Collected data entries
---

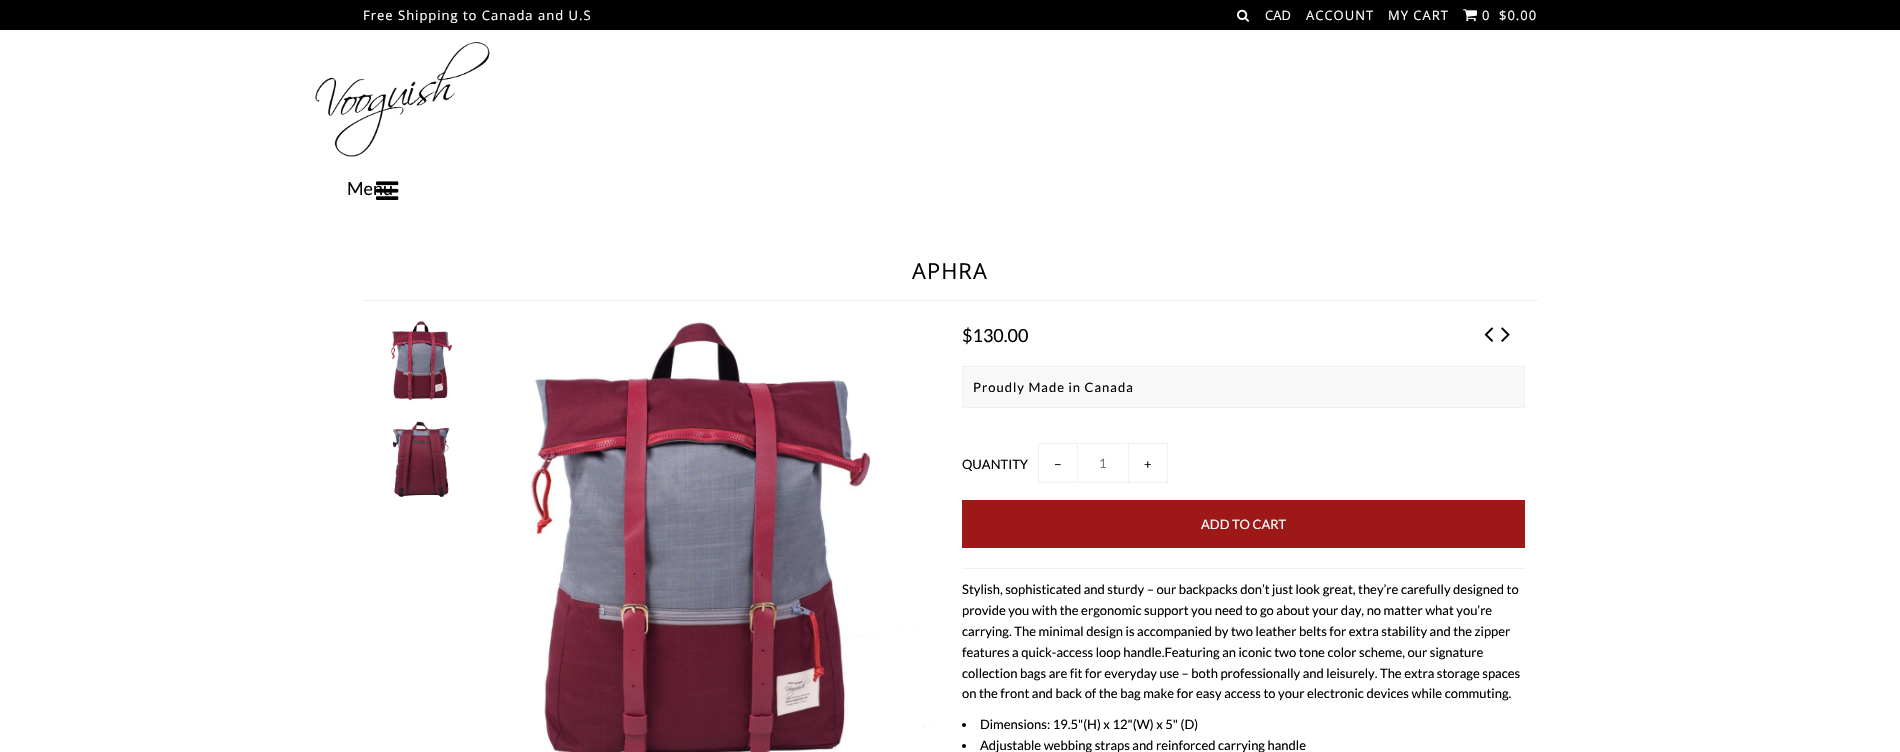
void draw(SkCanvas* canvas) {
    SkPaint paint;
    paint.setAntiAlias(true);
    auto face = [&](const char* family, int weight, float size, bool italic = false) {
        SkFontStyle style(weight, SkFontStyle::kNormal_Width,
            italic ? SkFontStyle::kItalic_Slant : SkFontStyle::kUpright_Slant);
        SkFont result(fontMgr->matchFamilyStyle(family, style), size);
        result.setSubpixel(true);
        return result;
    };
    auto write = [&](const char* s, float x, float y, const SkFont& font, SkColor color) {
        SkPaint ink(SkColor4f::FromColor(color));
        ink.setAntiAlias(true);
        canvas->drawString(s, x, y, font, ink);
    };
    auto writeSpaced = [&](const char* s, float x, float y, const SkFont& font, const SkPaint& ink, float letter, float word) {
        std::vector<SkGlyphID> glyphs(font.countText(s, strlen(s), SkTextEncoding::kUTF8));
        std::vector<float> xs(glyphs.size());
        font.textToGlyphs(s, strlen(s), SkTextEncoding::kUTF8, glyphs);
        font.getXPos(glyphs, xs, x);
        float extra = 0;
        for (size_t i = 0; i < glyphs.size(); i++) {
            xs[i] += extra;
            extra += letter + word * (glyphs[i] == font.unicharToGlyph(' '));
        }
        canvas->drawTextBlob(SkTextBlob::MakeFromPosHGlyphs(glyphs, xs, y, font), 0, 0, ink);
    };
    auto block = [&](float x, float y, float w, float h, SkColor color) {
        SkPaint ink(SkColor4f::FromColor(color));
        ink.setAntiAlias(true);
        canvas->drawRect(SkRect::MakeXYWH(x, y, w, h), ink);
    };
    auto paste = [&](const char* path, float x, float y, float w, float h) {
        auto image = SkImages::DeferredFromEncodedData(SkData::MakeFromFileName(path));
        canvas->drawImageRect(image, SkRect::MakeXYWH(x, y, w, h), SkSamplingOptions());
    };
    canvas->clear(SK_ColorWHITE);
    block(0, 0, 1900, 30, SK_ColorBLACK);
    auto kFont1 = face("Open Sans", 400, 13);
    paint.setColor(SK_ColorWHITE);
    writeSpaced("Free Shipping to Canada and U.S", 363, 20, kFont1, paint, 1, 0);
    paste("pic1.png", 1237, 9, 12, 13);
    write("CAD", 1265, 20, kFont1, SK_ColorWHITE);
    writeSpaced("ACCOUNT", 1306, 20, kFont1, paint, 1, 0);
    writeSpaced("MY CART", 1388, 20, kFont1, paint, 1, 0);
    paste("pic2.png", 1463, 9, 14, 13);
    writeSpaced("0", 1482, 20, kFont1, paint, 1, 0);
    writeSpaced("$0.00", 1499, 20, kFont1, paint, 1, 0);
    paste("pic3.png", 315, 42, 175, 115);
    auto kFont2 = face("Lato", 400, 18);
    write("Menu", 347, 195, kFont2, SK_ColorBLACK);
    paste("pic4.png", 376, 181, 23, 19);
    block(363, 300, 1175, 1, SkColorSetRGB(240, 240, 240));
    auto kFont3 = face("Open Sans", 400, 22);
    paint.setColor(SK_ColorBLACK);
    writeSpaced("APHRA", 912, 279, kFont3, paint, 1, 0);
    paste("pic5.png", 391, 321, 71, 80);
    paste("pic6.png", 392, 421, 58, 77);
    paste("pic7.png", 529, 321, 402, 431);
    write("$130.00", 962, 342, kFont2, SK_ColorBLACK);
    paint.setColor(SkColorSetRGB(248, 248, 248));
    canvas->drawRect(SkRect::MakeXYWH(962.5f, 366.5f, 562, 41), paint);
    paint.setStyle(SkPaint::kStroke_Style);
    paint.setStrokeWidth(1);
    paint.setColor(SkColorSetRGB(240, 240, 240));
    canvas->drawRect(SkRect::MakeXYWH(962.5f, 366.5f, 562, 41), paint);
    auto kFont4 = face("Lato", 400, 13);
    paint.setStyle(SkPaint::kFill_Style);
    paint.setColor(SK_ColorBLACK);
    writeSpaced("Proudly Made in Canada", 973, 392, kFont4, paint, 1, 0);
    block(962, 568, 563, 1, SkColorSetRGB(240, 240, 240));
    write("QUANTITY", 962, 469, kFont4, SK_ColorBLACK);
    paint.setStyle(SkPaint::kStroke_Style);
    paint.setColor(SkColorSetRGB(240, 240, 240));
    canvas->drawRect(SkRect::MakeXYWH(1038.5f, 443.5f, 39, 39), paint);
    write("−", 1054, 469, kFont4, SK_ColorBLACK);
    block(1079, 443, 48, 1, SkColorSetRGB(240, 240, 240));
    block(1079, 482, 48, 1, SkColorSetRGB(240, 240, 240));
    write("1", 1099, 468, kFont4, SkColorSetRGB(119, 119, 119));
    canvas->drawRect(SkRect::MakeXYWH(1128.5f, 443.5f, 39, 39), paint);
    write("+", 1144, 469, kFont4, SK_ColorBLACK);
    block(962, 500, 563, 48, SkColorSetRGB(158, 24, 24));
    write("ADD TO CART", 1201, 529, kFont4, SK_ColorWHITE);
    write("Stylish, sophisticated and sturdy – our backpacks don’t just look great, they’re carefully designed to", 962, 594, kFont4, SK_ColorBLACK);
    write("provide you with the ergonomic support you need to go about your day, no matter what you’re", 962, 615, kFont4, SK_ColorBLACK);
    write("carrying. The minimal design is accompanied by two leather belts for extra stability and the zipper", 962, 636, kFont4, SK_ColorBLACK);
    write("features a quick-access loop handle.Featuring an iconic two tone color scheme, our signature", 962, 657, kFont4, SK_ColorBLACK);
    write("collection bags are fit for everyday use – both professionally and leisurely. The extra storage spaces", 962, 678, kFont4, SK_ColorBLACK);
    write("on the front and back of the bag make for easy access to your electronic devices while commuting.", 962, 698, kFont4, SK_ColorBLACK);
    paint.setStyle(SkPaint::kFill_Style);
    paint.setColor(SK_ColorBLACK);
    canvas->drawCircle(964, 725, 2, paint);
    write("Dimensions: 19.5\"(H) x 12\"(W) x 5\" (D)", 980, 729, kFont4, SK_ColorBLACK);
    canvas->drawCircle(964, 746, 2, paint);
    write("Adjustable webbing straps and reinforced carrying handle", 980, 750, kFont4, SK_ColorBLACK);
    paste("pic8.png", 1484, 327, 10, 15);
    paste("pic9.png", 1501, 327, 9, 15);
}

---

All lines above from the one holding "font.textToGlyphs(s, strlen(s), SkTextEncoding::kUTF8, glyphs);" to the one holding "auto paste = [&](const", inclusive, are to be copied exactly; no other line is wanted.

**ANSWER FOR THE TASK**.
        font.textToGlyphs(s, strlen(s), SkTextEncoding::kUTF8, glyphs);
        font.getXPos(glyphs, xs, x);
        float extra = 0;
        for (size_t i = 0; i < glyphs.size(); i++) {
            xs[i] += extra;
            extra += letter + word * (glyphs[i] == font.unicharToGlyph(' '));
        }
        canvas->drawTextBlob(SkTextBlob::MakeFromPosHGlyphs(glyphs, xs, y, font), 0, 0, ink);
    };
    auto block = [&](float x, float y, float w, float h, SkColor color) {
        SkPaint ink(SkColor4f::FromColor(color));
        ink.setAntiAlias(true);
        canvas->drawRect(SkRect::MakeXYWH(x, y, w, h), ink);
    };
    auto paste = [&](const char* path, float x, float y, float w, float h) {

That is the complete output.